SnowflakeChapterCode
Surprise family and friends with snowflakes made out of their names, or holiday wish words – love, happiness, math. Here is online software called Special Snowflake that can help you plan a paper project, or make an animated name snowflake for your site. Do you see my name in the snowflake below?
Moby Snowflake

Whenever you do math, use words and images that are special for your child. Another take on this idea is to make snowflakes about favorite games, characters and other beloved roleplaying images. Sue VanHattum of Math Mama Writes sent us this beautiful example at Anthony Herrera Designs. Do you recognize this popular fantasy universe?
Anthony Herrera Snowflakes

Sharing

You are welcome to share the contents of this newsletter online or in print. You can also remix and tweak anything here as you wish, as long as you share your creations on the same terms. Please credit MoebiusNoodles.com

More formally, we distribute all Moebius Noodles content under the Creative Commons Attribution-NonCommercial-ShareAlike license: CC BY-NC-SA

CC BY-NC-SA

 

Talk to you again on January 15th – next year!

Moby Snoodles, aka Dr. Maria Droujkova

Posted in Newsletter

The Hundred Chart

the hundred chart

Check out my newest home decor item, a hundred chart. The amount of work I put into it, I consider getting it framed to be proudly displayed in the living room. The thing is monumental in several ways:

1. It is monumentally different from my usual approach to choosing math aids. My rule is if it takes me more than 5 minutes to prepare a math manipulative, I skip it and find another way.

2. It is monumentally time-consuming to create from scratch all by yourself.

3. It is monumentally fun to show to a child.

My son, like many other kids, is fascinated with big, huge, stupendous numbers – a million, a billion, a googol. He is also comfortable with very small numbers, all the way up to 7 or 8. But the space in between, particularly the first hundred, is confusing and thus boring to him.

Some of the math tools we’ve tried so far – fingers, counting sticks, pebbles, marbles, counting bears, abacus, Cuisinaire rods, the number line, even (gasp) rote memorization… No matter what we tried, number facts for anything greater than 7 remained incomprehensible.

Getting slightly desperate, I spent several evenings making this chart. It doesn’t look exactly like the usual hundred charts. Instead, each number has bars underneath. There are bars for units and there are bars for tens and 100 has a bar for hundreds. Each bar is made up of 2 rows of 5 cells. So, the number 35 has 3 bars in the tens space and one bar in the units space. All three of the tens bars are colored in, but only 5 cells of the unit bar are colored.
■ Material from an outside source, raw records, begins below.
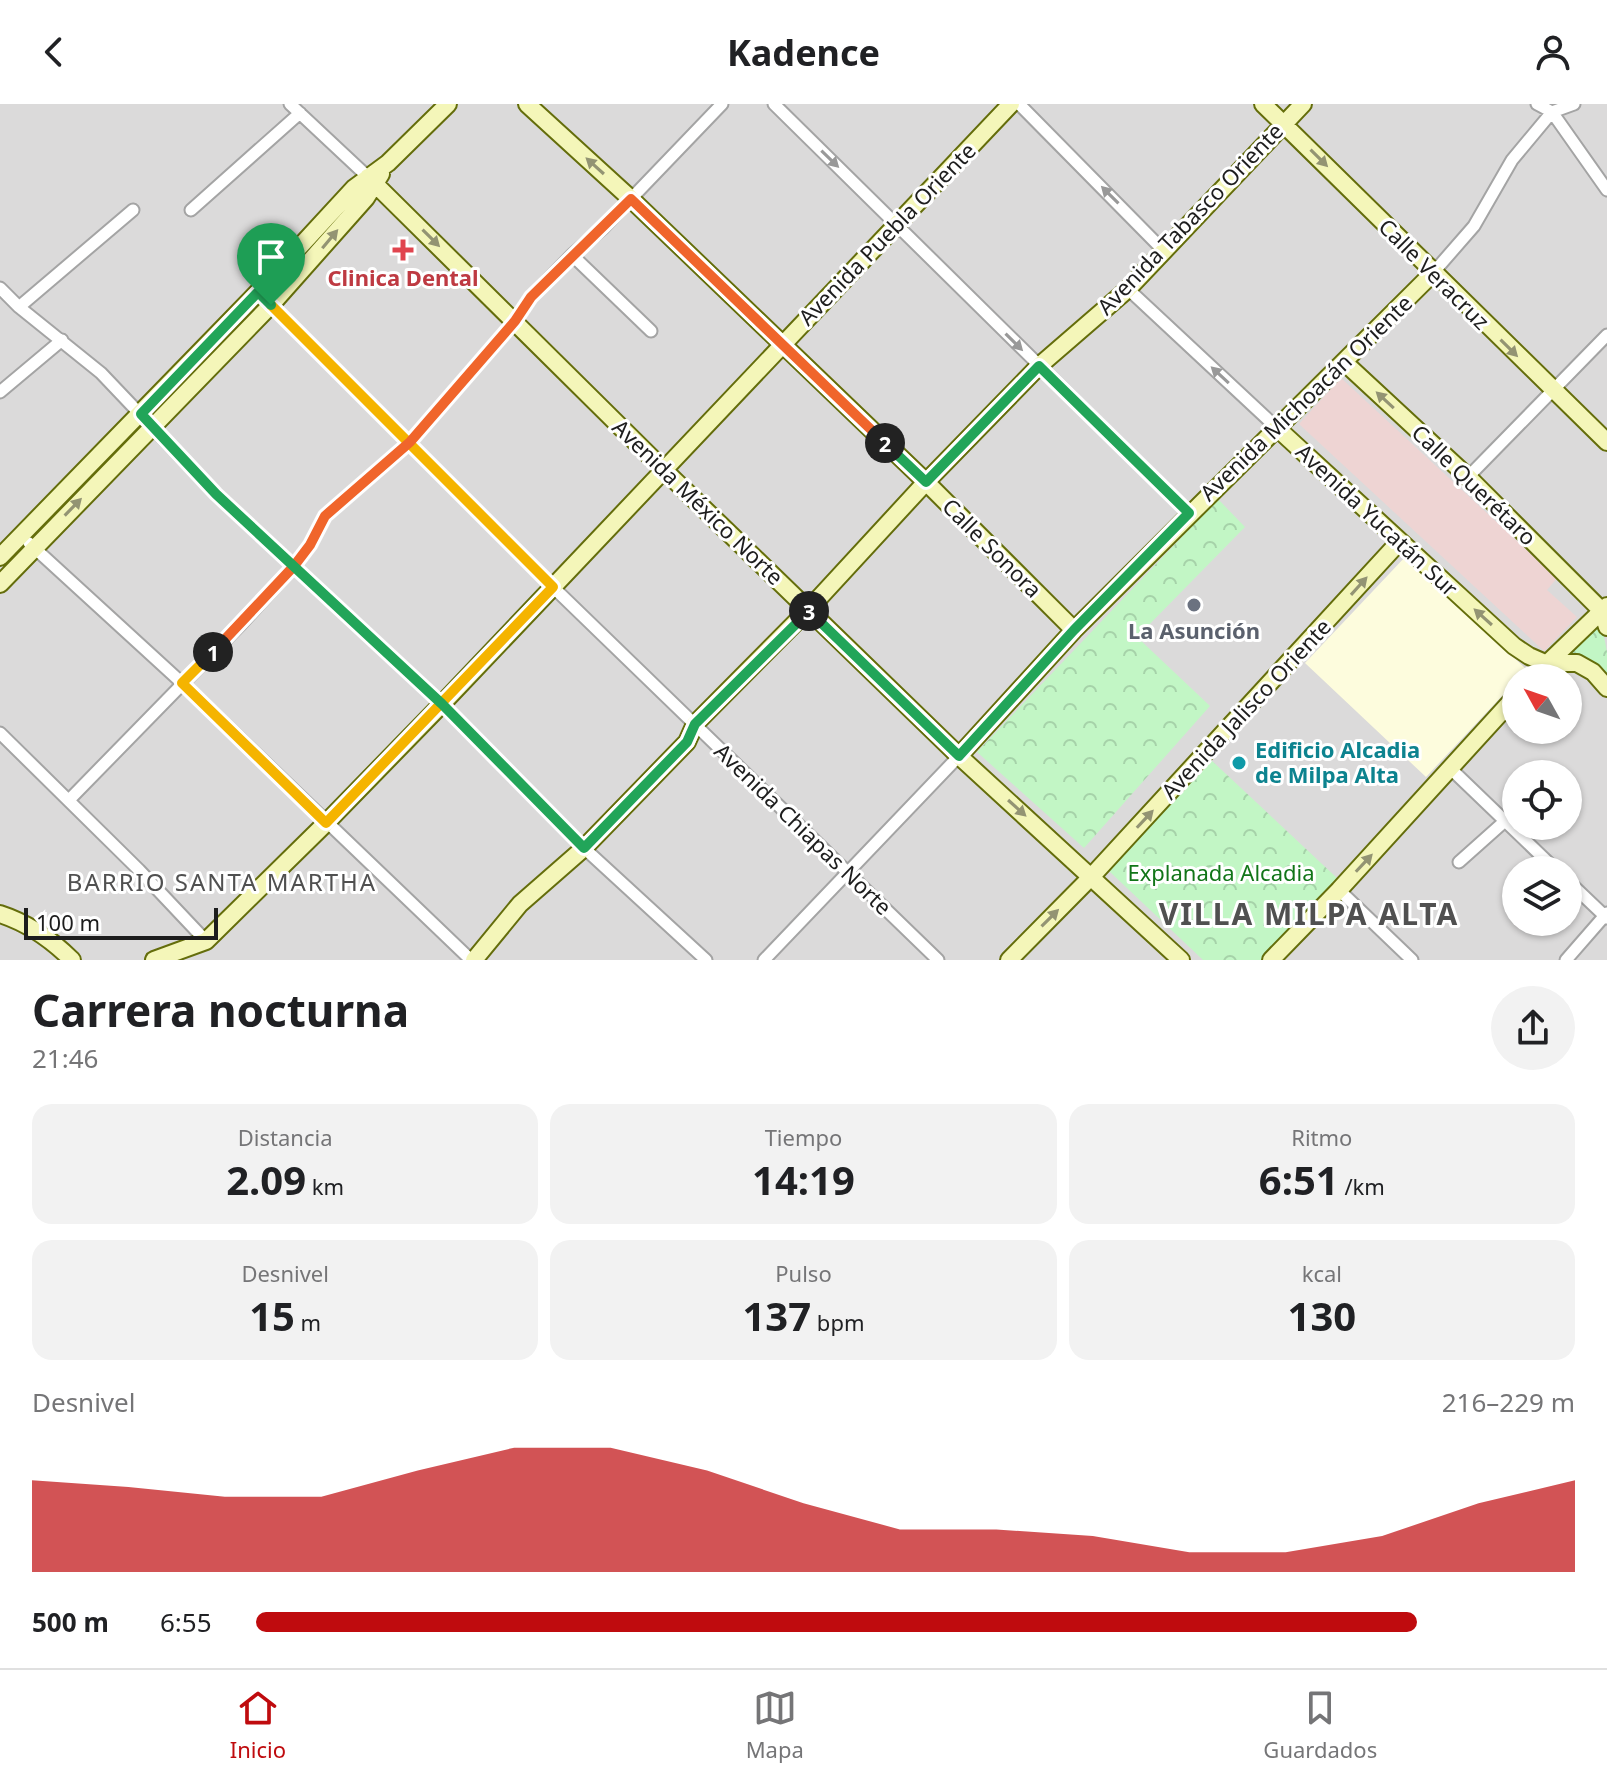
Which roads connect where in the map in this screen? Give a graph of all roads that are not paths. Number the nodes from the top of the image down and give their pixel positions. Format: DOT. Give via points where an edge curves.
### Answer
graph roads {
  1 [pos="290,104"];
  2 [pos="448,104"];
  3 [pos="527,104"];
  4 [pos="722,104"];
  5 [pos="774,104"];
  6 [pos="1011,104"];
  7 [pos="1019,104"];
  8 [pos="1263,104"];
  9 [pos="1303,104"];
  10 [pos="1537,104"];
  11 [pos="1574,104"];
  12 [pos="1552,112"];
  13 [pos="300,113"];
  14 [pos="1283,122"];
  15 [pos="372,180"];
  16 [pos="1607,190"];
  17 [pos="631,199"];
  18 [pos="133,210"];
  19 [pos="191,210"];
  20 [pos="896,224"];
  21 [pos="1164,251"];
  22 [pos="572,255"];
  23 [pos="1433,273"];
  24 [pos="0,288"];
  25 [pos="1128,289"];
  26 [pos="258,292"];
  27 [pos="271,305"];
  28 [pos="19,307"];
  29 [pos="515,321"];
  30 [pos="651,331"];
  31 [pos="1607,335"];
  32 [pos="62,340"];
  33 [pos="781,345"];
  34 [pos="1344,362"];
  35 [pos="1039,366"];
  36 [pos="1552,390"];
  37 [pos="0,392"];
  38 [pos="146,420"];
  39 [pos="1277,428"];
  40 [pos="410,442"];
  41 [pos="1607,442"];
  42 [pos="664,470"];
  43 [pos="1468,477"];
  44 [pos="926,482"];
  45 [pos="1189,513"];
  46 [pos="20,535"];
  47 [pos="1400,541"];
  48 [pos="34,547"];
  49 [pos="0,557"];
  50 [pos="294,566"];
  51 [pos="0,584"];
  52 [pos="553,587"];
  53 [pos="808,610"];
  54 [pos="1605,614"];
  55 [pos="1074,630"];
  56 [pos="1545,663"];
  57 [pos="182,683"];
  58 [pos="1607,688"];
  59 [pos="442,704"];
  60 [pos="1502,712"];
  61 [pos="695,724"];
  62 [pos="0,733"];
  63 [pos="959,756"];
  64 [pos="1451,769"];
  65 [pos="69,800"];
  66 [pos="1502,811"];
  67 [pos="326,823"];
  68 [pos="1502,825"];
  69 [pos="1529,840"];
  70 [pos="584,848"];
  71 [pos="1544,856"];
  72 [pos="1459,862"];
  73 [pos="847,871"];
  74 [pos="1092,876"];
  75 [pos="1339,890"];
  76 [pos="1582,894"];
  77 [pos="0,914"];
  78 [pos="1606,916"];
  79 [pos="206,941"];
  80 [pos="72,960"];
  81 [pos="154,960"];
  82 [pos="472,960"];
  83 [pos="706,960"];
  84 [pos="764,960"];
  85 [pos="938,960"];
  86 [pos="1009,960"];
  87 [pos="1181,960"];
  88 [pos="1271,960"];
  89 [pos="1412,960"];
  90 [pos="1566,960"];
  1 -- 13 [label="street, Avenida México Norte"];
  2 -- 15 [label="street"];
  17 -- 3 [label="street, Calle Sonora, one-way"];
  4 -- 17 [label="street"];
  5 -- 20 [label="street, one-way"];
  6 -- 20 [label="street, Avenida Puebla Oriente"];
  21 -- 7 [label="street, one-way"];
  8 -- 14 [label="street, Calle Veracruz"];
  9 -- 14 [label="street, Avenida Tabasco Oriente"];
  10 -- 12 [label="street"];
  11 -- 12 [label="street"];
  12 -- 16 [label="street"];
  12 -- 23 [label="street, Avenida Michoacán Oriente" via="1512,160 1474,226"];
  13 -- 15 [label="street, Avenida México Norte"];
  13 -- 19 [label="street"];
  14 -- 21 [label="street, Avenida Tabasco Oriente"];
  14 -- 23 [label="street, Calle Veracruz, one-way"];
  15 -- 26 [label="street" via="354,188"];
  27 -- 15 [label="street, one-way" via="324,247"];
  15 -- 29 [label="street, Avenida México Norte, one-way"];
  17 -- 22 [label="street"];
  17 -- 33 [label="street, Calle Sonora"];
  18 -- 28 [label="street"];
  20 -- 33 [label="street, Avenida Puebla Oriente"];
  20 -- 35 [label="street, one-way"];
  21 -- 25 [label="street, Avenida Tabasco Oriente"];
  22 -- 29 [label="street"];
  22 -- 30 [label="street"];
  23 -- 34 [label="street, Avenida Michoacán Oriente"];
  23 -- 36 [label="street, Calle Veracruz, one-way"];
  24 -- 28 [label="street"];
  25 -- 35 [label="street, Avenida Tabasco Oriente"];
  39 -- 25 [label="street, Avenida Yucatán Sur, one-way"];
  26 -- 27 [label="street, Avenida Chiapas Norte"];
  26 -- 38 [label="street"];
  27 -- 38 [label="street"];
  27 -- 40 [label="street, Avenida Chiapas Norte"];
  28 -- 32 [label="street"];
  29 -- 40 [label="street"];
  29 -- 42 [label="street, Avenida México Norte"];
  31 -- 36 [label="street"];
  32 -- 37 [label="street"];
  32 -- 38 [label="street"];
  33 -- 42 [label="street, Avenida Puebla Oriente"];
  33 -- 44 [label="street, Calle Sonora"];
  34 -- 39 [label="street, Avenida Michoacán Oriente"];
  43 -- 34 [label="street, Calle Querétaro, one-way"];
  35 -- 44 [label="street, Avenida Tabasco Oriente"];
  35 -- 45 [label="street"];
  36 -- 41 [label="street, Calle Veracruz"];
  36 -- 43 [label="street"];
  38 -- 46 [label="street"];
  48 -- 38 [label="street, one-way"];
  38 -- 50 [label="street"];
  39 -- 45 [label="street, Avenida Michoacán Oriente"];
  39 -- 47 [label="street, Avenida Yucatán Sur"];
  40 -- 50 [label="street" via="325,516"];
  40 -- 52 [label="street, Avenida Chiapas Norte"];
  42 -- 52 [label="street, Avenida Puebla Oriente"];
  42 -- 53 [label="street, Avenida México Norte"];
  43 -- 54 [label="street, Calle Querétaro"];
  44 -- 53 [label="street, Avenida Tabasco Oriente"];
  44 -- 55 [label="street, Calle Sonora"];
  45 -- 55 [label="street, Avenida Michoacán Oriente"];
  46 -- 48 [label="street"];
  46 -- 49 [label="street"];
  56 -- 47 [label="street, Avenida Yucatán Sur, one-way" via="1514,646"];
  74 -- 47 [label="street, Avenida Jalisco Oriente, one-way"];
  48 -- 51 [label="street"];
  48 -- 57 [label="street"];
  50 -- 57 [label="street"];
  50 -- 59 [label="street"];
  52 -- 59 [label="street, Avenida Puebla Oriente"];
  52 -- 61 [label="street, Avenida Chiapas Norte"];
  53 -- 61 [label="street, Avenida Tabasco Oriente"];
  53 -- 63 [label="street, Avenida México Norte"];
  54 -- 56 [label="street"];
  55 -- 63 [label="street, Avenida Michoacán Oriente"];
  56 -- 58 [label="street, Avenida Yucatán Sur" via="1577,663"];
  57 -- 65 [label="street"];
  57 -- 67 [label="street"];
  59 -- 67 [label="street, Avenida Puebla Oriente"];
  59 -- 70 [label="street"];
  60 -- 64 [label="street"];
  61 -- 70 [label="street, Avenida Tabasco Oriente" via="687,742"];
  61 -- 73 [label="street, Avenida Chiapas Norte"];
  62 -- 65 [label="street"];
  63 -- 73 [label="street"];
  63 -- 74 [label="street, Avenida México Norte, one-way"];
  64 -- 66 [label="street"];
  75 -- 64 [label="street, one-way"];
  65 -- 79 [label="street"];
  67 -- 79 [label="street, Avenida Puebla Oriente"];
  67 -- 82 [label="street"];
  68 -- 72 [label="street"];
  69 -- 71 [label="street"];
  70 -- 82 [label="street, Avenida Tabasco Oriente" via="520,904"];
  70 -- 83 [label="street"];
  73 -- 84 [label="street"];
  73 -- 85 [label="street, Avenida Chiapas Norte"];
  86 -- 74 [label="street, Avenida Jalisco Oriente, one-way"];
  74 -- 87 [label="street, Avenida México Norte"];
  75 -- 88 [label="street"];
  75 -- 89 [label="street"];
  76 -- 78 [label="street"];
  77 -- 80 [label="street" via="19,920"];
  78 -- 90 [label="street"];
  79 -- 81 [label="street"];
}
The idea is not mine, but taken from an old Russian book by Nikolay Zaitsev. In it, Zaitsev explains that with a chart like this, a child gets to see exactly what each number is made of and develops an idea of place value without lengthy and confusing explanations.

We’ve just started working with this hundred chart. By this I mean we finished putting it together, looked at it, counted to 55 or so, then skip counted by 10 to 100. Oh, and my son put stickers on the most important numbers (the ages of all family members, our cat and Preston Stormer, his fave toy of the moment). Along the way, my son asked some terrific questions that never came up before:

1. Why are the numbers from the bottom repeat in all over numbers?

2. What are these bars and why not all of them are colored in? Can I help you color them in? How many do I color in for this number? Why?

3. Look, if I go this way (moving from right to left), numbers are getting smaller! And this way too! (top to bottom)

4. (Halfway through chart-making) I think you will run out of space because the cards are getting bigger. How many cards can fit on the board?

5. Why are there more bars for this number (78) than here (18)?

I gave my son a couple of left-over cards since I printed a couple of pages twice. He was busy drawing on them and coloring in the cells. Then he created his own card for the number 5 (this is how many weapons of a certain type Preston Stormer has on him):

He now stops by this hundred chart a few times each day. And the most frequently asked question nowadays seems to be when are we going to expand this chart.